Give the data again in full, without pictures.

Records excerpted from a collection
▼▼▼

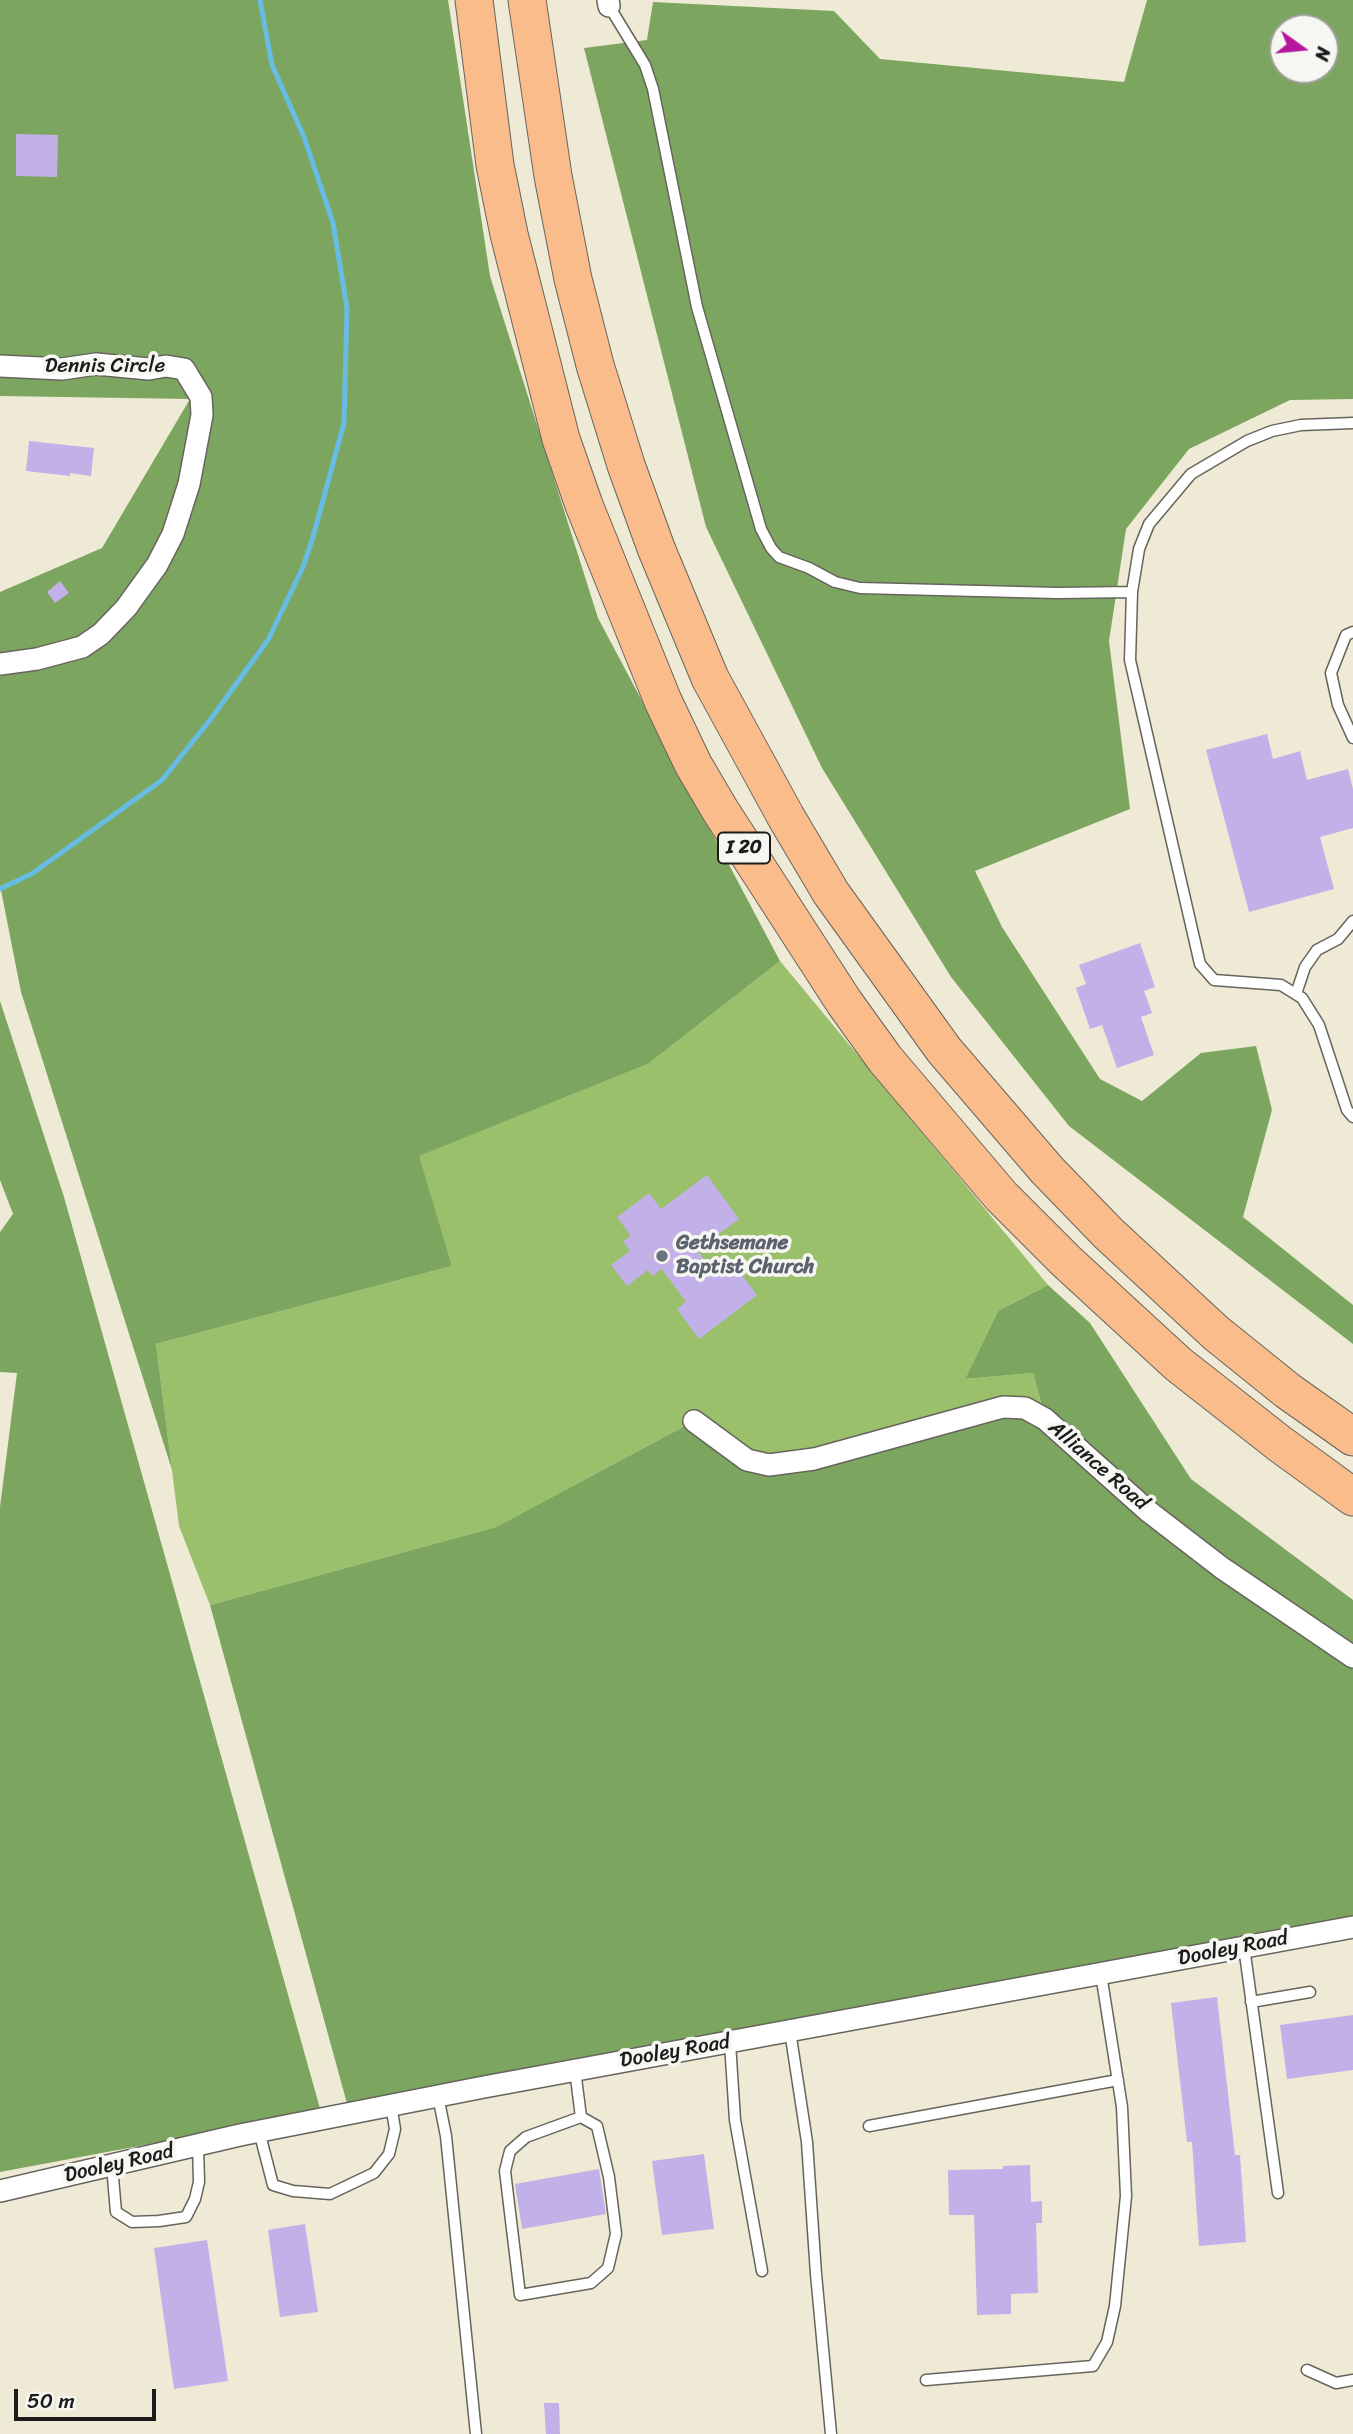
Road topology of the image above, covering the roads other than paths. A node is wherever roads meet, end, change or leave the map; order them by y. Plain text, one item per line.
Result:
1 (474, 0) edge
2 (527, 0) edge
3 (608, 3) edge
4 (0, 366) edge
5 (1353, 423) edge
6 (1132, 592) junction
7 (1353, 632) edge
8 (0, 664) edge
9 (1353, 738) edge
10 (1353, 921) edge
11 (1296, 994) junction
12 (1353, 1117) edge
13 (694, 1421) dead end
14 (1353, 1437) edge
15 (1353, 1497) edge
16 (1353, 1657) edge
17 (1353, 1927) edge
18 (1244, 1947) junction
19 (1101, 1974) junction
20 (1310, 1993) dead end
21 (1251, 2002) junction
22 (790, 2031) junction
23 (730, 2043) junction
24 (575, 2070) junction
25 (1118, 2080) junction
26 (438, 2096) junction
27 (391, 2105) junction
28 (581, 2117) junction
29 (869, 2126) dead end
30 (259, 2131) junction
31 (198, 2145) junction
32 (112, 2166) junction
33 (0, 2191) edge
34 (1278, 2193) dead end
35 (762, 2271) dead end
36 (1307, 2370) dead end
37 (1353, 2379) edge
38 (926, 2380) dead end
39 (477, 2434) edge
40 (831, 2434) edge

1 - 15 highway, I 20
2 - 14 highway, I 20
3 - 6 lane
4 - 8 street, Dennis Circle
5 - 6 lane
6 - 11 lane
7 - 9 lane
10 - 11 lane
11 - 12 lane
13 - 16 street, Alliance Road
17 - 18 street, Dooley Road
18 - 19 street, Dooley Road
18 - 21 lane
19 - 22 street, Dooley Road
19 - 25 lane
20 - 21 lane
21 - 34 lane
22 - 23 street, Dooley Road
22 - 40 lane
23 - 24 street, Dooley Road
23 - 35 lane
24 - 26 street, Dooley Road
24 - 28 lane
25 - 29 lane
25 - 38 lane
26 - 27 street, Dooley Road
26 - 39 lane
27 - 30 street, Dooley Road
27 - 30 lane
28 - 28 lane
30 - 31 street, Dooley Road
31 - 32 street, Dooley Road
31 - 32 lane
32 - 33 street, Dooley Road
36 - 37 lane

▲▲▲

Result of the task>
Road topology of the image above, covering the roads other than paths. A node is wherever roads meet, end, change or leave the map; order them by y. Plain text, one item per line.
Result:
1 (474, 0) edge
2 (527, 0) edge
3 (608, 3) edge
4 (0, 366) edge
5 (1353, 423) edge
6 (1132, 592) junction
7 (1353, 632) edge
8 (0, 664) edge
9 (1353, 738) edge
10 (1353, 921) edge
11 (1296, 994) junction
12 (1353, 1117) edge
13 (694, 1421) dead end
14 (1353, 1437) edge
15 (1353, 1497) edge
16 (1353, 1657) edge
17 (1353, 1927) edge
18 (1244, 1947) junction
19 (1101, 1974) junction
20 (1310, 1993) dead end
21 (1251, 2002) junction
22 (790, 2031) junction
23 (730, 2043) junction
24 (575, 2070) junction
25 (1118, 2080) junction
26 (438, 2096) junction
27 (391, 2105) junction
28 (581, 2117) junction
29 (869, 2126) dead end
30 (259, 2131) junction
31 (198, 2145) junction
32 (112, 2166) junction
33 (0, 2191) edge
34 (1278, 2193) dead end
35 (762, 2271) dead end
36 (1307, 2370) dead end
37 (1353, 2379) edge
38 (926, 2380) dead end
39 (477, 2434) edge
40 (831, 2434) edge

1 - 15 highway, I 20
2 - 14 highway, I 20
3 - 6 lane
4 - 8 street, Dennis Circle
5 - 6 lane
6 - 11 lane
7 - 9 lane
10 - 11 lane
11 - 12 lane
13 - 16 street, Alliance Road
17 - 18 street, Dooley Road
18 - 19 street, Dooley Road
18 - 21 lane
19 - 22 street, Dooley Road
19 - 25 lane
20 - 21 lane
21 - 34 lane
22 - 23 street, Dooley Road
22 - 40 lane
23 - 24 street, Dooley Road
23 - 35 lane
24 - 26 street, Dooley Road
24 - 28 lane
25 - 29 lane
25 - 38 lane
26 - 27 street, Dooley Road
26 - 39 lane
27 - 30 street, Dooley Road
27 - 30 lane
28 - 28 lane
30 - 31 street, Dooley Road
31 - 32 street, Dooley Road
31 - 32 lane
32 - 33 street, Dooley Road
36 - 37 lane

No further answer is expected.